Os índios da Patagónia mantiveram uma longa relação com a quila e
não só pela bondade da sua utilização como igualmente pelas suas virtudes de
trágico e infalível oráculo. Sempre que floresceu a quila advieram tempos de
dor e desolação. A sua flor é de uma intensa e premonitória cor vermelha, e os
Tehuelches calculavam a sua idade consoante o número de vezes que a tinham
visto florescer. Os que foram testemunhos daquele portenho mais de duas vezes
tinham certamente muito que contar ao calor das fogueiras.
Hoje restam poucos Tehuelches e Mapuches na
Patagónia. São sobreviventes que, agarrados à sua dignidade, decidiram não ser
maisum simpático pormenor étnico para diversão dos turistas, e vivem e excercem
uma espantosa cultura de resistência e de memória de ambos os alados da
cordilheira dos Andes.
As restantes etnias sucumbiram perante as regras de um
processo cujos frutos ninguém é capaz de definir, e delas mal persistem as
recordações ou testemunhos reunidos por alguns estudiosos que realizam o seu
trabalho vigiados pelos preconceitos e a suspeita. É muito difícil escrever a
história dos vencidos, mas a quila continua lá, crescendo nos desfiladeiros,
unida pelos invernos ao errante destino dos gaúchos pobres.

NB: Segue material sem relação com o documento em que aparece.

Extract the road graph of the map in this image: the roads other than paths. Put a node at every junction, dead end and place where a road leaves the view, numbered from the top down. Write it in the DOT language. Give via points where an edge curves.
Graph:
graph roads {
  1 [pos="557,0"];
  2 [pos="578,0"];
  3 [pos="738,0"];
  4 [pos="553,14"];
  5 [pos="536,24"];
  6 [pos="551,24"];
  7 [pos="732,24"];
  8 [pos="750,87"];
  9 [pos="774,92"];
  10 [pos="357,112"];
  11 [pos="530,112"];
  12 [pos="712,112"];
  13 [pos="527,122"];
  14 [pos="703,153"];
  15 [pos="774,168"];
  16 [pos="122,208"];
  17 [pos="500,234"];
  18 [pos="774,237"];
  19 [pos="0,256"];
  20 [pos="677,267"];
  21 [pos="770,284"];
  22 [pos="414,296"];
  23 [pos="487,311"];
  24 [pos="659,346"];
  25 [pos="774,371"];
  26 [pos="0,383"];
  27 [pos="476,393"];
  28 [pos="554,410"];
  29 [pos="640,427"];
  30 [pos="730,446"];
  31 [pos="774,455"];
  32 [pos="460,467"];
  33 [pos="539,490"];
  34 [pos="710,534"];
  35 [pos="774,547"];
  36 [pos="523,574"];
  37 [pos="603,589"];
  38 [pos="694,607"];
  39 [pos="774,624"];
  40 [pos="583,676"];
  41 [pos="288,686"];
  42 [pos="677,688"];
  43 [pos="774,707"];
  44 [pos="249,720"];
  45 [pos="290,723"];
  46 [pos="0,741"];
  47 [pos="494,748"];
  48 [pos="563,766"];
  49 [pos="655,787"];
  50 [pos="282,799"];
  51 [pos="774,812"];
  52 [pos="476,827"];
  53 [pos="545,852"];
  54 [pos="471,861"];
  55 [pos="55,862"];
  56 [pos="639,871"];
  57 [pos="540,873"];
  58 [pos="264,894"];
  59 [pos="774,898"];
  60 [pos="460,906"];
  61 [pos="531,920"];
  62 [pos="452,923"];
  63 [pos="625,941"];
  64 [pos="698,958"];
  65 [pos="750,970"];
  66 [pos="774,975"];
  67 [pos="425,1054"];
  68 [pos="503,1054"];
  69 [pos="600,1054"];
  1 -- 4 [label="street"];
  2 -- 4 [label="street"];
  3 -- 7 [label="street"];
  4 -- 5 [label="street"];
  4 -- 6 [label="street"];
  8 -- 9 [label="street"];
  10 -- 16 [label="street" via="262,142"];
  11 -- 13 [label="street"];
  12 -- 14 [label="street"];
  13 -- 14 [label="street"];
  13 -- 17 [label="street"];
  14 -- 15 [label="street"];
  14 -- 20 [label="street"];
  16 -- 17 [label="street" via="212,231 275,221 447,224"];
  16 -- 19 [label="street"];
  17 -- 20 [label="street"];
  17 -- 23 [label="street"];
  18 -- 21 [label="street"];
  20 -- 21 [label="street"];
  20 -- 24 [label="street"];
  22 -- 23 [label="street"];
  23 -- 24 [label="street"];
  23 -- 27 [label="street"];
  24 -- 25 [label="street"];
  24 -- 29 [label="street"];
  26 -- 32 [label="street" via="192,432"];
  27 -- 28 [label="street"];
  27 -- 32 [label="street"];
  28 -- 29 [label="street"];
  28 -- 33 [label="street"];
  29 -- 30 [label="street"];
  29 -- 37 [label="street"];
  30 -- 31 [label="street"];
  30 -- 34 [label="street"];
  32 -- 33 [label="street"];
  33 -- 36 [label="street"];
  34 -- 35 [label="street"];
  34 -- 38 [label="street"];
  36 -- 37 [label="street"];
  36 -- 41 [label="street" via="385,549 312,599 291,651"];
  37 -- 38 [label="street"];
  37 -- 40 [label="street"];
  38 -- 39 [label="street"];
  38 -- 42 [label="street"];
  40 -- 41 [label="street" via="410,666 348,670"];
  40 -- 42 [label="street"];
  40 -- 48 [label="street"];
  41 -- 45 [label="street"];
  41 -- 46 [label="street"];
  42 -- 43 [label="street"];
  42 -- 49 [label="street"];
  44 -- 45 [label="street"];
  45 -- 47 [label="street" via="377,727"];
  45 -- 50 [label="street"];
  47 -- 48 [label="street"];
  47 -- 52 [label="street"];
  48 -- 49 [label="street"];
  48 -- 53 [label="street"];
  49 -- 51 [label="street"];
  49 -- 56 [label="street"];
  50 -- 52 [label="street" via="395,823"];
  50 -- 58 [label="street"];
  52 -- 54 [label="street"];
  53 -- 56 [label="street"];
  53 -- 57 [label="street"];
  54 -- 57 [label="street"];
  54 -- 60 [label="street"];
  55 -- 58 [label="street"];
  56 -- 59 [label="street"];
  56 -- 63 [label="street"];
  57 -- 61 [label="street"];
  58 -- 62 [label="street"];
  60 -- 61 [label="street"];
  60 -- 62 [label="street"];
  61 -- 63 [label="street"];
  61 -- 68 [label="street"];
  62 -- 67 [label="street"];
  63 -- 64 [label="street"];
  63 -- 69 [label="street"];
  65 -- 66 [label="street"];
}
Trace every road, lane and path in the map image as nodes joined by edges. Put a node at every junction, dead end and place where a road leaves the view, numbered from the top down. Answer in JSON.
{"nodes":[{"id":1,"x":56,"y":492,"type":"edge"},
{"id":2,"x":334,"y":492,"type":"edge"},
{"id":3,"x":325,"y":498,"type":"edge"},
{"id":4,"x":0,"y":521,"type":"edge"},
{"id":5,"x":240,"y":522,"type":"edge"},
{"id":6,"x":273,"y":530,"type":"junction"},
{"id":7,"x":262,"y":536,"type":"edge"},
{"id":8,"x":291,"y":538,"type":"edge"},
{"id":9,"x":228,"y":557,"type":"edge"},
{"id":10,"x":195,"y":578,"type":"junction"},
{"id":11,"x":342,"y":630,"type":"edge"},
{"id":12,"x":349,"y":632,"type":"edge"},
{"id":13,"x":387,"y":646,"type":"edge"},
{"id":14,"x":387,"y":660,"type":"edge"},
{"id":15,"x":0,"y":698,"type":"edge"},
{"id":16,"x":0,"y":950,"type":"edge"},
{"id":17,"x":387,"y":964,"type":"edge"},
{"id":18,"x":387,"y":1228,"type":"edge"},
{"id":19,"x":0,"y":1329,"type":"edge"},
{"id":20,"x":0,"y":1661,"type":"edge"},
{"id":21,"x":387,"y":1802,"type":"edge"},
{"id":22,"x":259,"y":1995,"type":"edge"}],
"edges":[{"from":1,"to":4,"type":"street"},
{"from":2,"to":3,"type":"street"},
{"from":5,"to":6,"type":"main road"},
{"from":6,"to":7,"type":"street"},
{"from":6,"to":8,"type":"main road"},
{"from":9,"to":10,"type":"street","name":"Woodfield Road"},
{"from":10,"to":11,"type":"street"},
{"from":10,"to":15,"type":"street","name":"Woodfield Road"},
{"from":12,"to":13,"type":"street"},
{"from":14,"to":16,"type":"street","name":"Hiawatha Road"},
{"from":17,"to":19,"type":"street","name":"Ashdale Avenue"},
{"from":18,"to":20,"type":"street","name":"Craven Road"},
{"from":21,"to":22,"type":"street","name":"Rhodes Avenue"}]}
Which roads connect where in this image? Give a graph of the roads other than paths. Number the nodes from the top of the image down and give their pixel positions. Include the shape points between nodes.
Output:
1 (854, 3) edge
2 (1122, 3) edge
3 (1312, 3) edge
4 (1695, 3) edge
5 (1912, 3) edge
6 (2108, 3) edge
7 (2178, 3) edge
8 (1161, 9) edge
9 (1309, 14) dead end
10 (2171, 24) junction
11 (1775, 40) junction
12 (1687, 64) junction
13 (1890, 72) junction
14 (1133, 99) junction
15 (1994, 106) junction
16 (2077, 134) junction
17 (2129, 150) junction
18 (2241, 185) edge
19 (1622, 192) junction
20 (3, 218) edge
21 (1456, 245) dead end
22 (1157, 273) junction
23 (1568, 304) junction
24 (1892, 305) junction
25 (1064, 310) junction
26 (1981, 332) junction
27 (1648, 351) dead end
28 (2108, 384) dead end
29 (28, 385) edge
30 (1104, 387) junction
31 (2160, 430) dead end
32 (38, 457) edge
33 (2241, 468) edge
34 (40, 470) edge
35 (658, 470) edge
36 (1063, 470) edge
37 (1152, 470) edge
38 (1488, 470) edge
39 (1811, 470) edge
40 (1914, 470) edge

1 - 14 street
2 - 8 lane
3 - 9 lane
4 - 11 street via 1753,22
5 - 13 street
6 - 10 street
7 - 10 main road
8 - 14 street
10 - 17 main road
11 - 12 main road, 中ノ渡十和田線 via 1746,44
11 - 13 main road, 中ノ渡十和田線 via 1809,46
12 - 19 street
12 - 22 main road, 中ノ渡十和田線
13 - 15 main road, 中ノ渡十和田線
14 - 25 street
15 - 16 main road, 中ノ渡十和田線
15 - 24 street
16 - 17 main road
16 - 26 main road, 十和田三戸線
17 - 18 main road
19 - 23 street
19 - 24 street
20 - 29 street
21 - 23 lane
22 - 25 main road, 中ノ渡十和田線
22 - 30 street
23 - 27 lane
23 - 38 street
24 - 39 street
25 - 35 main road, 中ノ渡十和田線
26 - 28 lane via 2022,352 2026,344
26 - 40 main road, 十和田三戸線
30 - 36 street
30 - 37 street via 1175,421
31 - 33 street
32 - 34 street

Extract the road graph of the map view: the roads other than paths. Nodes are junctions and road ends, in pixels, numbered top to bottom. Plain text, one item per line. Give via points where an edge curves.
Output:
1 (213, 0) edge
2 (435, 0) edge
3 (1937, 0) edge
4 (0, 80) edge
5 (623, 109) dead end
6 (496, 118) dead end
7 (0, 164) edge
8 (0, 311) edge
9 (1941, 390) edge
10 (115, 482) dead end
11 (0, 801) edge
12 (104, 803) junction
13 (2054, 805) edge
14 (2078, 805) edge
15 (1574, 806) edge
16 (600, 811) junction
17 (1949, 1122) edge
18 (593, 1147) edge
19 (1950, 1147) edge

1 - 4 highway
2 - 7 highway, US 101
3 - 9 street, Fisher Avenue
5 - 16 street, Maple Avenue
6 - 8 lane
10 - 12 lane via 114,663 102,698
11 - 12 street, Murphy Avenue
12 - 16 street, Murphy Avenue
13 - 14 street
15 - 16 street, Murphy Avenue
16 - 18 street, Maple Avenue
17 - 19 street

Quando o mês de março encurta os dias, as
abetardas cruzam o céu fugindo aos rigores invernais e o vento amontoa as
nuvens nos vales, então os gaúchos reúnem os rebanhos de reses e empreendem a
subida em direcção à cordilheira, para a estação do inverno. Não são muitos os
bovinos nessa terra débil onde primeiro pastaram os guanacos e que mais tarde
foi pisada por milhões de ovelhas na época dourada da lã.